- Trying to figure out if I'm doing something wrong or if I've found a bug.
For the last two days, I've been trying to figure out how to use the getid3 library. I integrated it with CodeIgniter and build a simple interface to edit Eponymous 4 MP3s online. There's no documentation, and the demo scripts included in the package are minimal and not very instructive.
I ran into a problem with URL information getting wiped out when I make an update. I managed to fix the URL writing, only to discover the year went missing. The only way to get both to work was to set the library to write ID3v.2.4 tags, which is not a widely adopted version of the specification. My dealings with ID3 tags are all abstracted through software. MP3Tag is my editor of choice, and it pretty much shields me from the minutiae of dealing with the specification. It's only when I'm trying to build my own tag writing tool do I find the differences between the versions confounding.
Let's take the example of Sony Sound Forge.
Sound Forge would sometimes complain about MP3s I would open up, and I would just pass it off as a Unicode thing. Sound Forge 8 supported ID3v2.2, which uses an ISO-8859-1 (Latin-1) encoding, and I have a lot of files with Japanese tags in UTF-8. Sound Forge 9 supports ID3v2.3, but sometimes, it still would complain, even with English-tagged files. I discovered today that files I tag in MP3Tag wrote v.2.4 tags instead of v.2.3, and that would make Sound Forge complain. (Thankfully, an option in the preferences allows me to write out v2.3.)
I'm not sure what kind of problems might pop up if my online tag editor writes only v2.4. tags, but I would prefer to use v2.3, since it seems to be the most common. I'm fairly sure the problem I encountered today with AWOL tags is a bug, because I went into the library, moved a line and fixed the problem with URLs and years writing at the same time. If I can hack a solution, then it's a pretty serious problem.
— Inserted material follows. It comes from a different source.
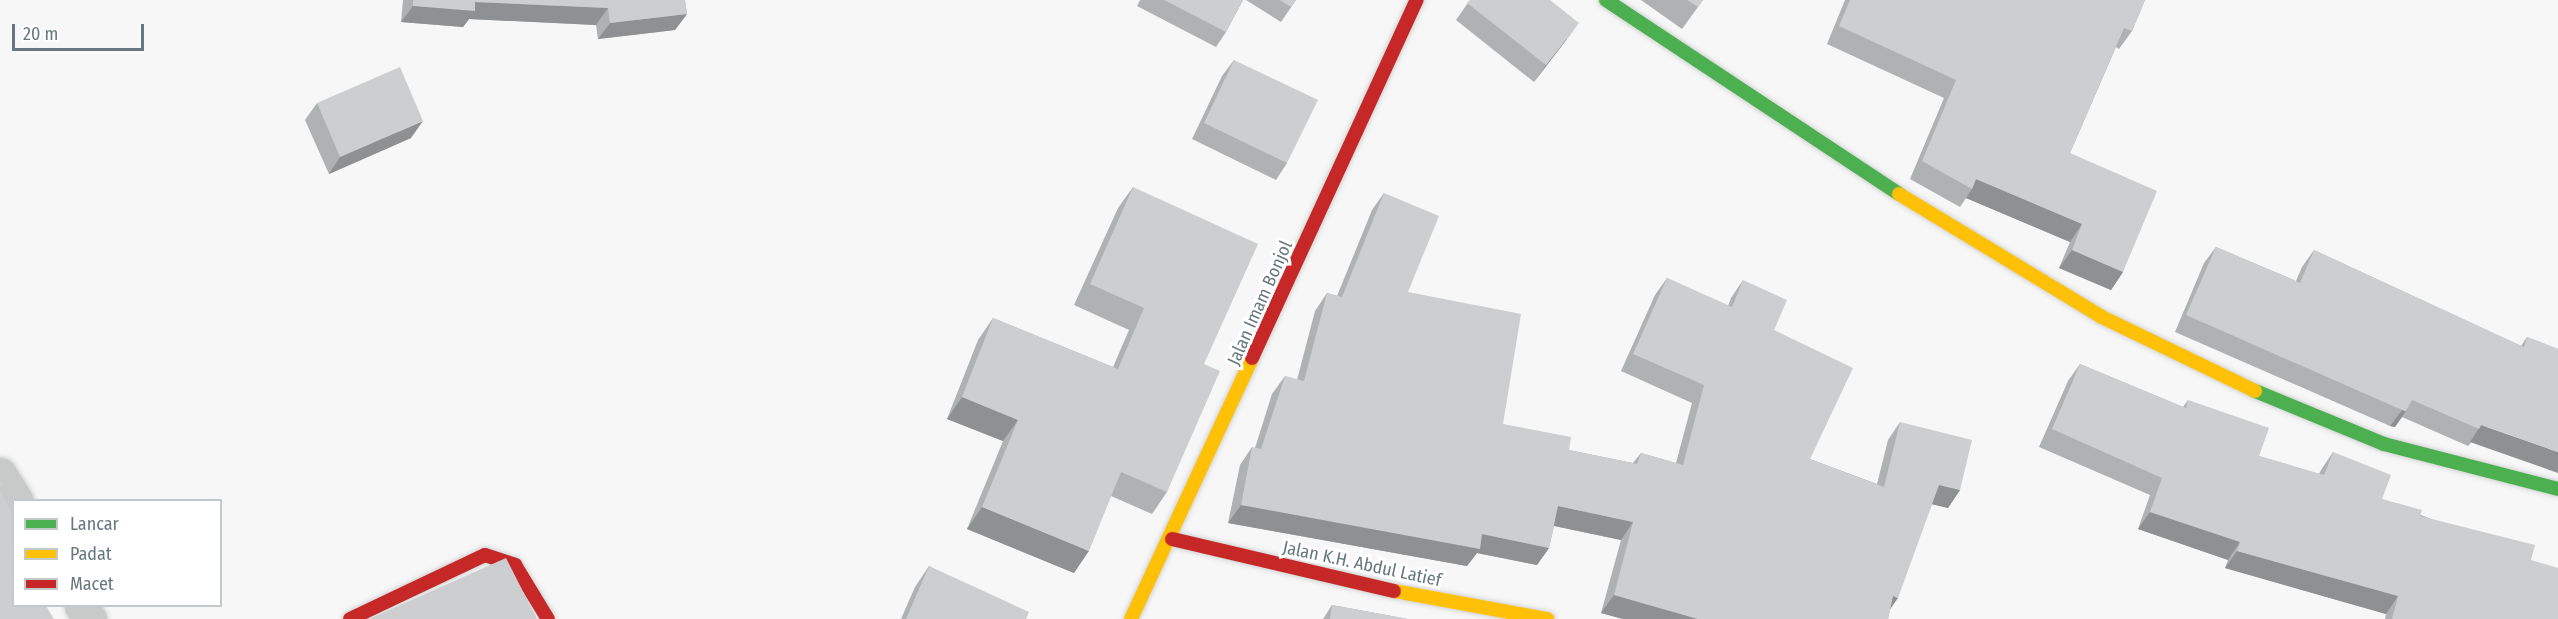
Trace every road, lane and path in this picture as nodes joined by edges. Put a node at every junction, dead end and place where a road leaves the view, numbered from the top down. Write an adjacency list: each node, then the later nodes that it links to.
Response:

- Overly long Christmas concerts, especially on an empty stomach
At noon, I went to the state capitol to hear a large crowd of tuba players perform Christmas carols. I was hoping it would be a half-hour set, because I was getting hungry. Around 12:20, I wasn't concerned about the length of the concert. But then they players kept playing and playing and playing. Toward the midpoint of the concert, the carols got a bit more obscure, and the playing got murkier. When I checked my watch again, it was 12:45, and my stomach was rumbling. I had started to make snide remarks at the 12:15 mark, but when I saw the concert had really gone longer than I expected, I let that hipster snark fly.
People started clapping in tempo with "Jingle Bells", so I had to be a dick and clap at a faster tempo. When the conductor attempted to address the audience, I critiqued his inability to project by calling him not a singer. I hummed a pedal tone at the fundamental during "O Come, O Come Emmanuel", because really, no performance of that carol can go without one. I joked that I'd pay to hear these players do "Carol of the Bells", only to eat my words when they got around to doing it.
I didn't really want to tear away from debugging the ID3 thing, but we were going to lunch afterward. We were out for three hours. I don't ever stay late in the office on a Friday, but I didn't want to leave till I had a solution for the ID3 problem.
Also, the server at the restaurant took his sweet time with everything. He maybe earned 15 percent of that compulsory 18 percent gratuity.
I think I would have had a better time if I had not gone at all.
- Waiting for UPS to fish out a package
The moment I saw a notice on my door that UPS tried to make a delivery yesterday, I groaned. I wondered why my mom would send a package through UP(O)S, and this time of year, they're worse than ever. The slip indicated I could leave my signature, and the package would be delivered even if I weren't present. So that's what I did.
Of course, I came home hours later than usual, having battled an ID3 problem and attended a too-long concert, and I found another frakking slip on my door. The deliveryman (intentionally sexist to remain grammatically correct) used the slip to create modern art, because I couldn't figure out heads or tails what he'd do next. He marked that a third attempt would be made but scratched that out. He marked the package would be left at the office but scratched that out. Then he circled that a third attempt would be made and marked a time I would not be at home. Fuck — make up your mind.
My mom left a message on my answering machine asking if I got the package, and I called her back to say yes and no — they kept delivering it, and they kept taking it back. I told her she would get better service from the Post Office. Man — how bad do you have to be that the federal government can do a better job than you?
I decided to call UPS and do the dreaded will call. That meant heading out in the middle of nowhere, then waiting in a cramped lobby while the drivers unload the truck to find the package in question. I got there at 7:25 p.m. and didn't get my package till 8:10 p.m. I should be thankful — some people showed up only to be told the driver wouldn't be back till 9 p.m.
Showing up on Saturday at 9 a.m. would have been another option, but I've had packages get back on the truck before. As Double-A would say about her dog, "Not the brightest bulb on the planet."
UPS reminds me of software with such rigid, bad interfaces that any deviation from a set procedure produces unwanted or no results. Kind of like Finale. Or Internet Explorer 6. I don't think I've ever encountered a delivery service that does so much to make receiving packages such a difficult endeavor.